Copy every entry exactly as it reads and exclude whatever pictures appear.

::: Exercise data :::

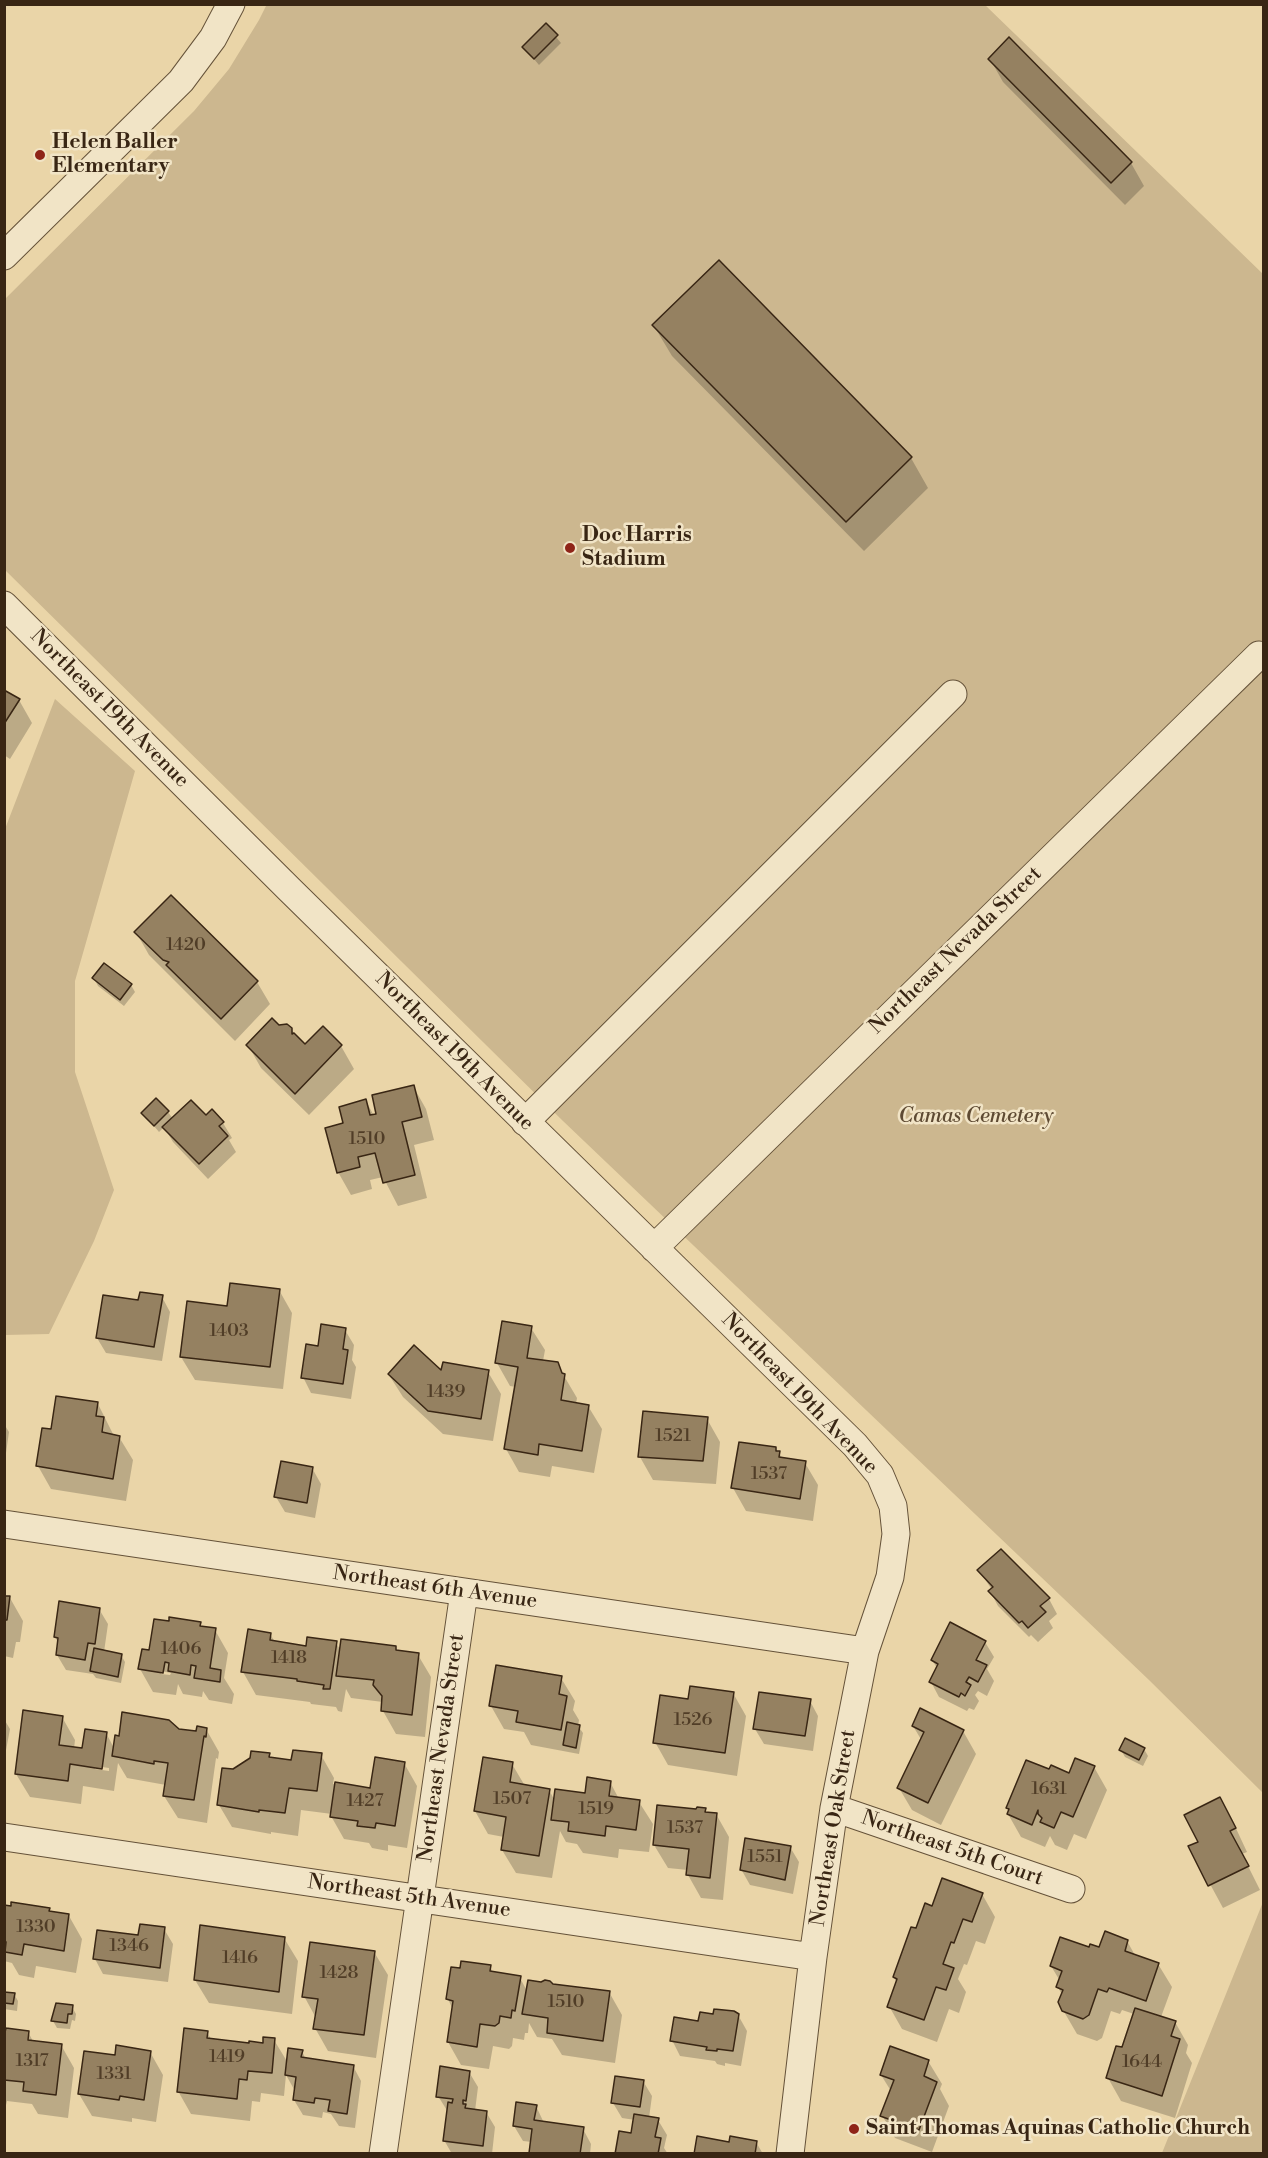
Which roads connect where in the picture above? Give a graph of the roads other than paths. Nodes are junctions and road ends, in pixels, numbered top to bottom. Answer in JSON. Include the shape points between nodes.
{"nodes":[{"id":1,"x":231,"y":4,"type":"edge"},
{"id":2,"x":4,"y":256,"type":"edge"},
{"id":3,"x":4,"y":605,"type":"edge"},
{"id":4,"x":1259,"y":655,"type":"dead end"},
{"id":5,"x":953,"y":694,"type":"dead end"},
{"id":6,"x":525,"y":1122,"type":"junction"},
{"id":7,"x":654,"y":1248,"type":"junction"},
{"id":8,"x":892,"y":1506,"type":"joint"},
{"id":9,"x":4,"y":1524,"type":"edge"},
{"id":10,"x":464,"y":1592,"type":"junction"},
{"id":11,"x":865,"y":1651,"type":"junction"},
{"id":12,"x":834,"y":1808,"type":"junction"},
{"id":13,"x":4,"y":1837,"type":"edge"},
{"id":14,"x":1071,"y":1889,"type":"dead end"},
{"id":15,"x":420,"y":1899,"type":"junction"},
{"id":16,"x":813,"y":1957,"type":"junction"},
{"id":17,"x":383,"y":2154,"type":"edge"},
{"id":18,"x":790,"y":2154,"type":"edge"}],
"edges":[{"from":1,"to":2,"type":"street","via":[[213,38],[181,81]]},
{"from":3,"to":6,"type":"street","name":"Northeast 19th Avenue"},
{"from":4,"to":7,"type":"street","name":"Northeast Nevada Street"},
{"from":5,"to":6,"type":"street"},
{"from":6,"to":7,"type":"street","name":"Northeast 19th Avenue"},
{"from":7,"to":8,"type":"street","name":"Northeast 19th Avenue","via":[[855,1445],[880,1475]]},
{"from":8,"to":11,"type":"street","name":"Northeast Oak Street","via":[[896,1534],[890,1577]]},
{"from":9,"to":10,"type":"street","name":"Northeast 6th Avenue"},
{"from":10,"to":11,"type":"street","name":"Northeast 6th Avenue"},
{"from":10,"to":15,"type":"street","name":"Northeast Nevada Street"},
{"from":11,"to":12,"type":"street","name":"Northeast Oak Street"},
{"from":12,"to":14,"type":"street","name":"Northeast 5th Court"},
{"from":12,"to":16,"type":"street","name":"Northeast Oak Street"},
{"from":13,"to":15,"type":"street","name":"Northeast 5th Avenue"},
{"from":15,"to":16,"type":"street","name":"Northeast 5th Avenue"},
{"from":15,"to":17,"type":"street","name":"Northeast Nevada Street"},
{"from":16,"to":18,"type":"street","name":"Northeast Oak Street"}]}
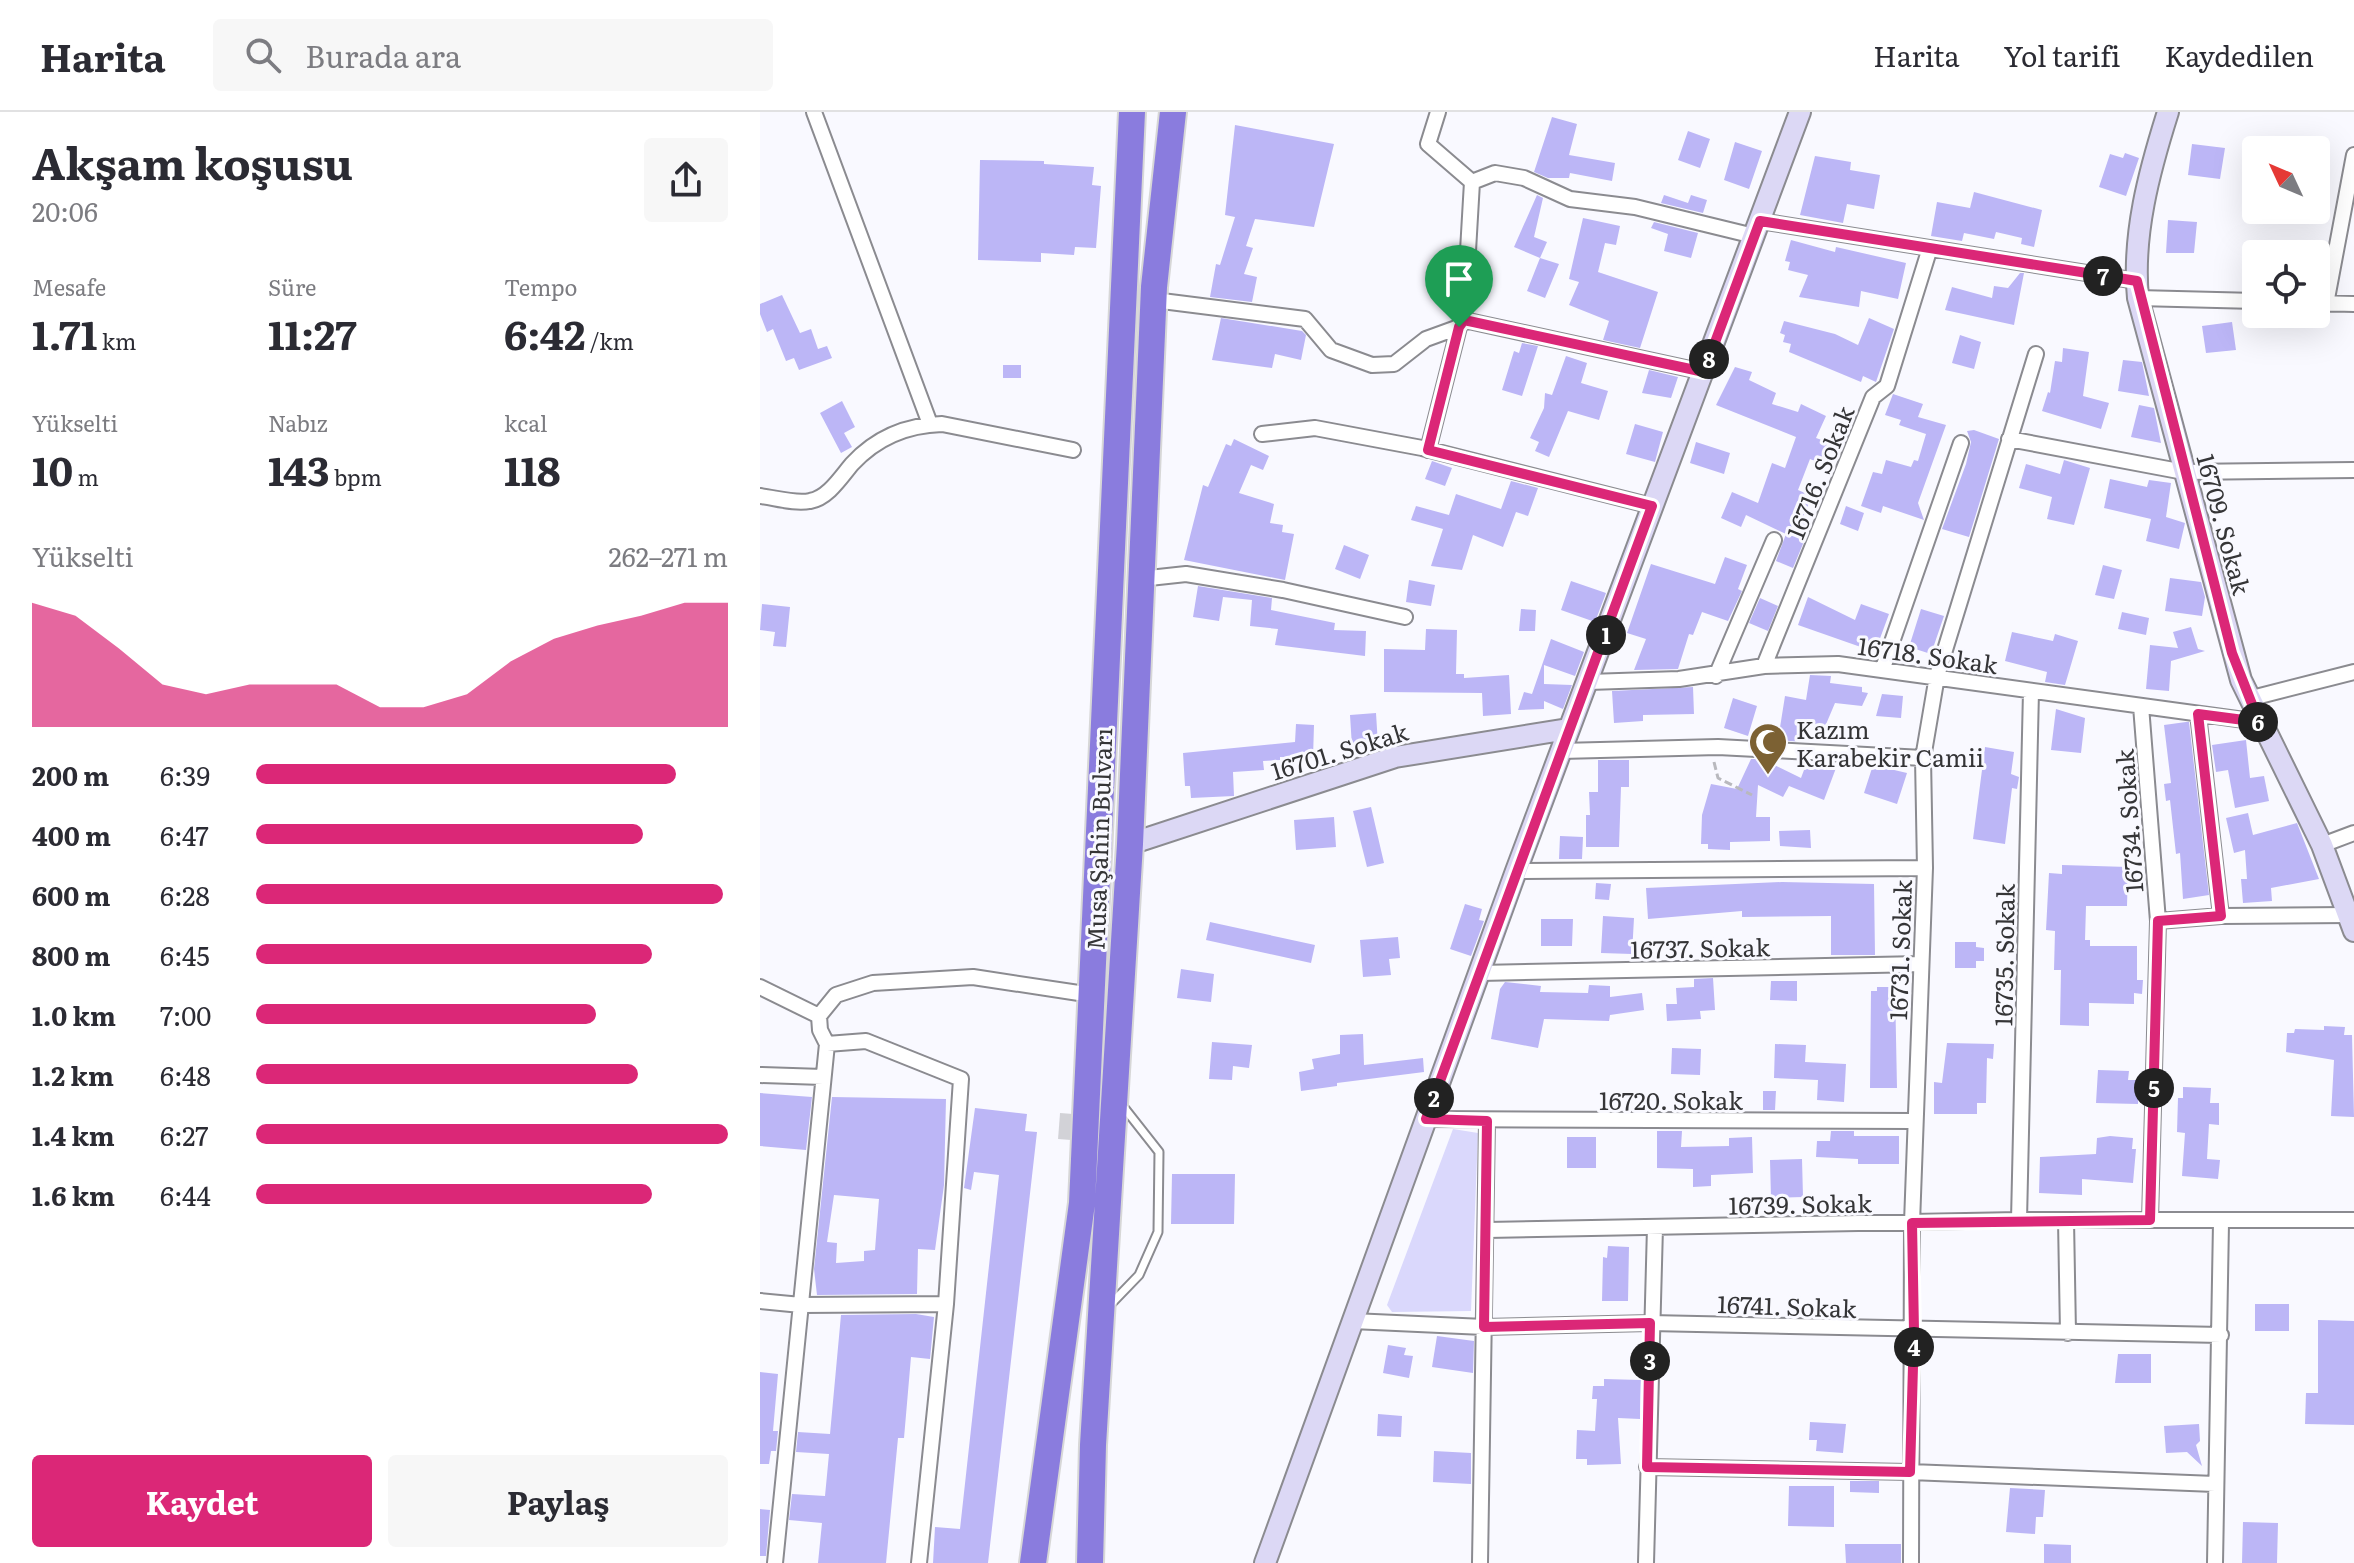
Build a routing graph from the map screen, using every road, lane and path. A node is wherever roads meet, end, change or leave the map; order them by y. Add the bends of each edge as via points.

:::

-- Answer section --
Which roads connect where in the picture above? Give a graph of the roads other than paths. Nodes are junctions and road ends, in pixels, numbered top to bottom. Answer in JSON. Include the shape points between nodes.
{"nodes":[{"id":1,"x":231,"y":4,"type":"edge"},
{"id":2,"x":4,"y":256,"type":"edge"},
{"id":3,"x":4,"y":605,"type":"edge"},
{"id":4,"x":1259,"y":655,"type":"dead end"},
{"id":5,"x":953,"y":694,"type":"dead end"},
{"id":6,"x":525,"y":1122,"type":"junction"},
{"id":7,"x":654,"y":1248,"type":"junction"},
{"id":8,"x":892,"y":1506,"type":"joint"},
{"id":9,"x":4,"y":1524,"type":"edge"},
{"id":10,"x":464,"y":1592,"type":"junction"},
{"id":11,"x":865,"y":1651,"type":"junction"},
{"id":12,"x":834,"y":1808,"type":"junction"},
{"id":13,"x":4,"y":1837,"type":"edge"},
{"id":14,"x":1071,"y":1889,"type":"dead end"},
{"id":15,"x":420,"y":1899,"type":"junction"},
{"id":16,"x":813,"y":1957,"type":"junction"},
{"id":17,"x":383,"y":2154,"type":"edge"},
{"id":18,"x":790,"y":2154,"type":"edge"}],
"edges":[{"from":1,"to":2,"type":"street","via":[[213,38],[181,81]]},
{"from":3,"to":6,"type":"street","name":"Northeast 19th Avenue"},
{"from":4,"to":7,"type":"street","name":"Northeast Nevada Street"},
{"from":5,"to":6,"type":"street"},
{"from":6,"to":7,"type":"street","name":"Northeast 19th Avenue"},
{"from":7,"to":8,"type":"street","name":"Northeast 19th Avenue","via":[[855,1445],[880,1475]]},
{"from":8,"to":11,"type":"street","name":"Northeast Oak Street","via":[[896,1534],[890,1577]]},
{"from":9,"to":10,"type":"street","name":"Northeast 6th Avenue"},
{"from":10,"to":11,"type":"street","name":"Northeast 6th Avenue"},
{"from":10,"to":15,"type":"street","name":"Northeast Nevada Street"},
{"from":11,"to":12,"type":"street","name":"Northeast Oak Street"},
{"from":12,"to":14,"type":"street","name":"Northeast 5th Court"},
{"from":12,"to":16,"type":"street","name":"Northeast Oak Street"},
{"from":13,"to":15,"type":"street","name":"Northeast 5th Avenue"},
{"from":15,"to":16,"type":"street","name":"Northeast 5th Avenue"},
{"from":15,"to":17,"type":"street","name":"Northeast Nevada Street"},
{"from":16,"to":18,"type":"street","name":"Northeast Oak Street"}]}
Build a routing graph from the map screen, using every road, lane and path. A node is wherever roads meet, end, change or leave the map; order them by y. Add the bends of each edge as via points.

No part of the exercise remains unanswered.